Saved entries

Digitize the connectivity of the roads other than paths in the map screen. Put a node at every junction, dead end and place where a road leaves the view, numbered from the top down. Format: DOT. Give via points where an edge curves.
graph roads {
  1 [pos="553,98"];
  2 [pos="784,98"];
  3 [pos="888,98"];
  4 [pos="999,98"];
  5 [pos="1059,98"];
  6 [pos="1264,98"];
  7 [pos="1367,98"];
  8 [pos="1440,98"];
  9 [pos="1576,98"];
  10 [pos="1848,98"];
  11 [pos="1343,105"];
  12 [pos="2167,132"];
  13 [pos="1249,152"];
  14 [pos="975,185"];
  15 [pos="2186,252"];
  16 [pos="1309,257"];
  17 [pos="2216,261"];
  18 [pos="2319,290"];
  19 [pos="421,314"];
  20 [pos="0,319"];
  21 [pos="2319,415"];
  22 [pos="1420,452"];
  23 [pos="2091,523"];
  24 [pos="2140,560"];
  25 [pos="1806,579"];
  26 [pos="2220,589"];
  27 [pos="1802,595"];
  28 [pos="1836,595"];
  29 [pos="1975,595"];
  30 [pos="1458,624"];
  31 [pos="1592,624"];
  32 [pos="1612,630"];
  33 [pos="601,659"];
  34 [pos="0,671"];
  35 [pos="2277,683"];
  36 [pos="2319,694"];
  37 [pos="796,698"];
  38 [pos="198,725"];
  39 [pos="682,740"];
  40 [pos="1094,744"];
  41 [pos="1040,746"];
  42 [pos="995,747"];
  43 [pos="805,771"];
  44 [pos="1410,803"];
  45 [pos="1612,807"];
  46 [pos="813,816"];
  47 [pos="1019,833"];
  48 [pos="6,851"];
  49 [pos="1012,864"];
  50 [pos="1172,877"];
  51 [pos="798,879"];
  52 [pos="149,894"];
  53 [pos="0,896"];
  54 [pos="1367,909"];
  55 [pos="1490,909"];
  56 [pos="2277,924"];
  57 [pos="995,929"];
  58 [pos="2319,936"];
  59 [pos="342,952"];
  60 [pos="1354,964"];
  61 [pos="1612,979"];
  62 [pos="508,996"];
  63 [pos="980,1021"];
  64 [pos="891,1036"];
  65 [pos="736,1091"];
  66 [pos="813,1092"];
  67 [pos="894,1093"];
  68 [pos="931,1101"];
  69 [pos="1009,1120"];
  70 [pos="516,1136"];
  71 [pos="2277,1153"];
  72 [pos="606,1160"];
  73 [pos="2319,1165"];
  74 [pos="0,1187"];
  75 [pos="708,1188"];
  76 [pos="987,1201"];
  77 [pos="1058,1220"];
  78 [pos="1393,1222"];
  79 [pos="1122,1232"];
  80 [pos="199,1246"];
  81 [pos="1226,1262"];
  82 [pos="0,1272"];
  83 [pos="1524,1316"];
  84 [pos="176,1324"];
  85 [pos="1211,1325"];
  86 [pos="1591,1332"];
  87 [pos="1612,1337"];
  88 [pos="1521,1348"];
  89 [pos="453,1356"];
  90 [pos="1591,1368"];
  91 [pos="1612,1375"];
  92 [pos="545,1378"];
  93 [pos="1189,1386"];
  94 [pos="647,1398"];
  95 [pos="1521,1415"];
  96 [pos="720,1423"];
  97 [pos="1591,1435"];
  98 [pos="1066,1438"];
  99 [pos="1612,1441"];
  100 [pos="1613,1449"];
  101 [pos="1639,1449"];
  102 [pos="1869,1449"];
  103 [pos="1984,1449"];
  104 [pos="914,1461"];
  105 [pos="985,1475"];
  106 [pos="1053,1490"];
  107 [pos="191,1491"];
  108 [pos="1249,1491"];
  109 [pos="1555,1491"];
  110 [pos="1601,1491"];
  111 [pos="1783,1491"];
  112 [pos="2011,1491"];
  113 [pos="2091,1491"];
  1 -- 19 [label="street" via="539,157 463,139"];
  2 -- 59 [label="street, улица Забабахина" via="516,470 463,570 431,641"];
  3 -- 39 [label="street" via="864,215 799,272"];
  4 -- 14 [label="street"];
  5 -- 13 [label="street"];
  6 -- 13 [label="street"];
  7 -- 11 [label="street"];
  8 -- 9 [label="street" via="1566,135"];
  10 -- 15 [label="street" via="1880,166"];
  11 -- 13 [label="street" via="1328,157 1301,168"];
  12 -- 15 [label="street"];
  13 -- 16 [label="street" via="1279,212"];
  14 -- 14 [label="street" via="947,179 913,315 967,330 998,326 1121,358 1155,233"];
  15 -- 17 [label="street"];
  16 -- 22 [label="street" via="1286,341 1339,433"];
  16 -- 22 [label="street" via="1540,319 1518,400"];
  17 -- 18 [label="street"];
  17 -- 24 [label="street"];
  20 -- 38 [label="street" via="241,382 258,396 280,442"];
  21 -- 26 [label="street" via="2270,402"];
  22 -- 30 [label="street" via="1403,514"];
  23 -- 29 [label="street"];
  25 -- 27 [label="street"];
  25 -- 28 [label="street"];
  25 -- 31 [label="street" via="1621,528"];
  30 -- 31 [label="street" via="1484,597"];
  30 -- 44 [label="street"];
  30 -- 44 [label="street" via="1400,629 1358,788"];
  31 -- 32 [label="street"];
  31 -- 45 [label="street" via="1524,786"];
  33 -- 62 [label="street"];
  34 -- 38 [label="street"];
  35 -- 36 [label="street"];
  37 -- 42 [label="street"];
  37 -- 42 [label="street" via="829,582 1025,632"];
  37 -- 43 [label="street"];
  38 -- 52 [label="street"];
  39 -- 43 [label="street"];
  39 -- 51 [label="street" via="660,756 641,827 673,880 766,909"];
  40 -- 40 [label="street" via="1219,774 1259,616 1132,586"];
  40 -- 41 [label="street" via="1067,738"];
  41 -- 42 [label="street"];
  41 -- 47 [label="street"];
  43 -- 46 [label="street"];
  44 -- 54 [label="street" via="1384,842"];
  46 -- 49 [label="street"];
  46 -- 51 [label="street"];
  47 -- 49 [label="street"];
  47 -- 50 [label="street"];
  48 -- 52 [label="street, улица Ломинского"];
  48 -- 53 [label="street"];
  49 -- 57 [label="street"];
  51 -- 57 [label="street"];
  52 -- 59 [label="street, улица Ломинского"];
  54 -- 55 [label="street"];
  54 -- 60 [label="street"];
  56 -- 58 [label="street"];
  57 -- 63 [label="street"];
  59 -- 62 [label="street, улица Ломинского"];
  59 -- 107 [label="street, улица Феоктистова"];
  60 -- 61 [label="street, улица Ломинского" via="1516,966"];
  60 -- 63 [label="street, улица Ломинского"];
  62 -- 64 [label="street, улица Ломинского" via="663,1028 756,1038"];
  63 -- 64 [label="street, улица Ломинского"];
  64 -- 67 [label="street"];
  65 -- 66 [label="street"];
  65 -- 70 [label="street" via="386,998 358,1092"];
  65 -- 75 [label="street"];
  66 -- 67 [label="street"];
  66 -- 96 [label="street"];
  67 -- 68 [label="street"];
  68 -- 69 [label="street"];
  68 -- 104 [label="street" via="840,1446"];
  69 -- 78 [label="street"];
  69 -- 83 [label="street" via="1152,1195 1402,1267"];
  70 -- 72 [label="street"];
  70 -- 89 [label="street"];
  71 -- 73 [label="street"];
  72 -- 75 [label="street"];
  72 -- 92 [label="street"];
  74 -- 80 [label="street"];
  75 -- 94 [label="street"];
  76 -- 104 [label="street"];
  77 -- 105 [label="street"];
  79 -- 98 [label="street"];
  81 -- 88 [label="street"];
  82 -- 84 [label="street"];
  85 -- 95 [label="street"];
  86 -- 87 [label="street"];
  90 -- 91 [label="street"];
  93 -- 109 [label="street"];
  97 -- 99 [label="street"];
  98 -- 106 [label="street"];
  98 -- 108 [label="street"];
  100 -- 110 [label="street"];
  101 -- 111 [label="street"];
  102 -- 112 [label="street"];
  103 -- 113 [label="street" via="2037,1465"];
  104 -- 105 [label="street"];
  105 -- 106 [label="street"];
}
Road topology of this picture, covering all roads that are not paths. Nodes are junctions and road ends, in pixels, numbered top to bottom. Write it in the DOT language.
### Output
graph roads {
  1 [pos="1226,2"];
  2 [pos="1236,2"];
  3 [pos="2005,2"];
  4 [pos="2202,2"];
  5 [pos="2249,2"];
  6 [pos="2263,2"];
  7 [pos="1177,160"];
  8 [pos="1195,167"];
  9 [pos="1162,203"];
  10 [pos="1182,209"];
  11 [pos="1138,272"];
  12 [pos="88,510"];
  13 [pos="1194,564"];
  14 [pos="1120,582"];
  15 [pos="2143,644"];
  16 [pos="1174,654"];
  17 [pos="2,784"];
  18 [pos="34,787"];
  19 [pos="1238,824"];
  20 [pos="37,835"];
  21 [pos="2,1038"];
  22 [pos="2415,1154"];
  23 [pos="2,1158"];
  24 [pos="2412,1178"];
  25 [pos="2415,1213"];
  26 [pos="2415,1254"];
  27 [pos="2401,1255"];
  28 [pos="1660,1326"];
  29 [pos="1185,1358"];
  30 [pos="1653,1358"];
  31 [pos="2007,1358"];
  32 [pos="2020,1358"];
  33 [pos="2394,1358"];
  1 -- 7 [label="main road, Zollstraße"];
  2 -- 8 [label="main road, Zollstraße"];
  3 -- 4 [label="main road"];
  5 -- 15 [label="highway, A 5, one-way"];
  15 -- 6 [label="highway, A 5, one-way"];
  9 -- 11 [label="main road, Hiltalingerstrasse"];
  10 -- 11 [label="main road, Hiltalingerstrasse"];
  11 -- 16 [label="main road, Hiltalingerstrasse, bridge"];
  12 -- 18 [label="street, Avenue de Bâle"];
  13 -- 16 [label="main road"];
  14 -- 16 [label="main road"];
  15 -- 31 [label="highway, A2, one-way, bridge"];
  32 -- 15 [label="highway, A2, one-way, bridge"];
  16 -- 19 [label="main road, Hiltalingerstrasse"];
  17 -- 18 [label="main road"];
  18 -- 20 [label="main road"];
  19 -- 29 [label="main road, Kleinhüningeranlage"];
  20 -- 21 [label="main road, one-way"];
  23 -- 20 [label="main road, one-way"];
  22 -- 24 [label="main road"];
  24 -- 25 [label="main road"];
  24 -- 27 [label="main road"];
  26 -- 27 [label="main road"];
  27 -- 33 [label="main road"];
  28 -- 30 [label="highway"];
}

*Task brief*
Among the entries above, how many lines have the string "bridge" in them? Only the number should be given.

*Answer box*
3